START Record set

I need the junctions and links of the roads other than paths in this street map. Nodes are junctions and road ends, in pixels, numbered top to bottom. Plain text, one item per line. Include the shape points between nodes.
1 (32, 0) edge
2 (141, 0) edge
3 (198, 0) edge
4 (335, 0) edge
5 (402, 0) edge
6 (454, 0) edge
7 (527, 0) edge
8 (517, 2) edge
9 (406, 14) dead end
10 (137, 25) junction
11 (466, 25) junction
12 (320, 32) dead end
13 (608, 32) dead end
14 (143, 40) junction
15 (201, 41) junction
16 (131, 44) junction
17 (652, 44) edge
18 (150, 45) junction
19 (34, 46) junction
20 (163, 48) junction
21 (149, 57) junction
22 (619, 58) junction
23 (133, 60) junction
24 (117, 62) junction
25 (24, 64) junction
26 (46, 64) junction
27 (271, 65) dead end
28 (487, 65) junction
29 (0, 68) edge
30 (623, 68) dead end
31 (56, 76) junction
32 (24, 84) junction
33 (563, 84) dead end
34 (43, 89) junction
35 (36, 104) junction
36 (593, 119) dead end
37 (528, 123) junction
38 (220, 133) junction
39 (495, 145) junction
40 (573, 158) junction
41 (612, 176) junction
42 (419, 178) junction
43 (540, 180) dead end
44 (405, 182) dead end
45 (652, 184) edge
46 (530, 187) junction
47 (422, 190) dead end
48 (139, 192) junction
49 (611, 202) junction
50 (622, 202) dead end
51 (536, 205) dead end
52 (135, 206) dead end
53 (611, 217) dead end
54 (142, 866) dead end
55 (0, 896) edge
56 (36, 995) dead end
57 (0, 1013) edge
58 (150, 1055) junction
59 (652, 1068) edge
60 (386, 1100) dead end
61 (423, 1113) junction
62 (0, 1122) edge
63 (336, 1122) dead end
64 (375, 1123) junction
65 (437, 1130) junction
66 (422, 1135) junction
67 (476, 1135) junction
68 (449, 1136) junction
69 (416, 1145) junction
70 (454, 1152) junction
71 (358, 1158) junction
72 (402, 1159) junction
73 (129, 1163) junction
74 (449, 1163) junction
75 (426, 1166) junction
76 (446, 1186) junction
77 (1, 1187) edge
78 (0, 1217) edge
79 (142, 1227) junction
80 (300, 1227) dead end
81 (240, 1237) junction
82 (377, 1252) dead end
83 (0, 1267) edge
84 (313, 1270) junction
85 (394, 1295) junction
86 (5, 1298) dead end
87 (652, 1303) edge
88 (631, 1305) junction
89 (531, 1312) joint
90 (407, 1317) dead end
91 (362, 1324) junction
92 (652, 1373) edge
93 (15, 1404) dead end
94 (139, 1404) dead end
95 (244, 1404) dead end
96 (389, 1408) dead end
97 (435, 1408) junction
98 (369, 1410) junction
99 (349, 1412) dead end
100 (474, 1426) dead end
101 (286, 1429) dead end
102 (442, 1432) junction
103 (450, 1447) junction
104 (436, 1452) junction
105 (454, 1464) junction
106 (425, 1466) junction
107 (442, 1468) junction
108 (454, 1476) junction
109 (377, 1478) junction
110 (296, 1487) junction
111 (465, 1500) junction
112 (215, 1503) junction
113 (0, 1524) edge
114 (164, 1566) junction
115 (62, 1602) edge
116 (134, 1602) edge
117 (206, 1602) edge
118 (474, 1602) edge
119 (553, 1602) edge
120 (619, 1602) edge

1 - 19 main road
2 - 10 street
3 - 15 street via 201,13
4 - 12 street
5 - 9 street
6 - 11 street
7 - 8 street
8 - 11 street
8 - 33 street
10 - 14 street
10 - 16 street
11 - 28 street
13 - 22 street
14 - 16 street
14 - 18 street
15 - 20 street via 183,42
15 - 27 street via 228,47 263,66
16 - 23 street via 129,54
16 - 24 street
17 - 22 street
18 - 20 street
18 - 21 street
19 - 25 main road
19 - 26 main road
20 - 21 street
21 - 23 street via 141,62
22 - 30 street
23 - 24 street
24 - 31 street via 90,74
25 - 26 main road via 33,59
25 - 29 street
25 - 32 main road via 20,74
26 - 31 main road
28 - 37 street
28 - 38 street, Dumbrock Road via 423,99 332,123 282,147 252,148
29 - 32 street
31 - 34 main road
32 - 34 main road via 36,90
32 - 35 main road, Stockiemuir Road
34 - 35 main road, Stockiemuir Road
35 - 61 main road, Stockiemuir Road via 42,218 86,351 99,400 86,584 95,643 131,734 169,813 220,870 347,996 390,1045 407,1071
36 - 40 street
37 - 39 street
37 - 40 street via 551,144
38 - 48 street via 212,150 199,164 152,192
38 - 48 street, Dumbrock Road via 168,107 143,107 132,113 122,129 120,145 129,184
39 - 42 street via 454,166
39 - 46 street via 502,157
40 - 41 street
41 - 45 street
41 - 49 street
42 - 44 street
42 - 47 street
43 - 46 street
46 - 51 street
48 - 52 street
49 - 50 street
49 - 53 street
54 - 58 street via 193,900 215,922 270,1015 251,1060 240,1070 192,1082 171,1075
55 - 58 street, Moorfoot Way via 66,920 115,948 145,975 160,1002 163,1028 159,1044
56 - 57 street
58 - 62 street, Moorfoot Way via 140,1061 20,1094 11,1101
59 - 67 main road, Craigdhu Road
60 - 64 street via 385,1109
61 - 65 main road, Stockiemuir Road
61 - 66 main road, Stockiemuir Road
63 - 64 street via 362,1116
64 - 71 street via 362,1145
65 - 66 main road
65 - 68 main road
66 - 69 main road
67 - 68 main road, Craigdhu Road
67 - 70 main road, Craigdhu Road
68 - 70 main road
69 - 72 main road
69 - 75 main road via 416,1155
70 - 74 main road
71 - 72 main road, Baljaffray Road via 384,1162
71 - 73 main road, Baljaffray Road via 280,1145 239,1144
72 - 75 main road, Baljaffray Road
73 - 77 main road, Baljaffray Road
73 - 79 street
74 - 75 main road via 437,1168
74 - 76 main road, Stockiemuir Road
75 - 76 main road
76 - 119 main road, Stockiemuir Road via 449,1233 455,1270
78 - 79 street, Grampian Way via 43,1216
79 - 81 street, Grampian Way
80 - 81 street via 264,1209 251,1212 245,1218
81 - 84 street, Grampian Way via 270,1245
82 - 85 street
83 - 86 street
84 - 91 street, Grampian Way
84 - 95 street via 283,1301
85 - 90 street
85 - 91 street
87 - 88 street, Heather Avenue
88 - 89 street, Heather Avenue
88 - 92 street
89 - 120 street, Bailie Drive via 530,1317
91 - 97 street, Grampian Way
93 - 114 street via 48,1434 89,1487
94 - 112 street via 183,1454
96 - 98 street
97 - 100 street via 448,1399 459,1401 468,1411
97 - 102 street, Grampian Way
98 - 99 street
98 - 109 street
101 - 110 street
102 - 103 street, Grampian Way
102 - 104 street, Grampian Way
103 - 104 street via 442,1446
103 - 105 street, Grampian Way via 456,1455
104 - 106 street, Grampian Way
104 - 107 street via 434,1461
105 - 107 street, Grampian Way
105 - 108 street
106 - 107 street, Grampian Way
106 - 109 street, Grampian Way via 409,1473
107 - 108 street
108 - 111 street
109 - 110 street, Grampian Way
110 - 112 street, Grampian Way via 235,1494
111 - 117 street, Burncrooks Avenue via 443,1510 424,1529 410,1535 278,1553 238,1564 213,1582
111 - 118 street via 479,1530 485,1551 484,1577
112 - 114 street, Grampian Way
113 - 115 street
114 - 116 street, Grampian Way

END Record set

Exercise prompt: Each line of the entries above that contains "Avenue" must be copied into the answer.

Answer section:
87 - 88 street, Heather Avenue
88 - 89 street, Heather Avenue
111 - 117 street, Burncrooks Avenue via 443,1510 424,1529 410,1535 278,1553 238,1564 213,1582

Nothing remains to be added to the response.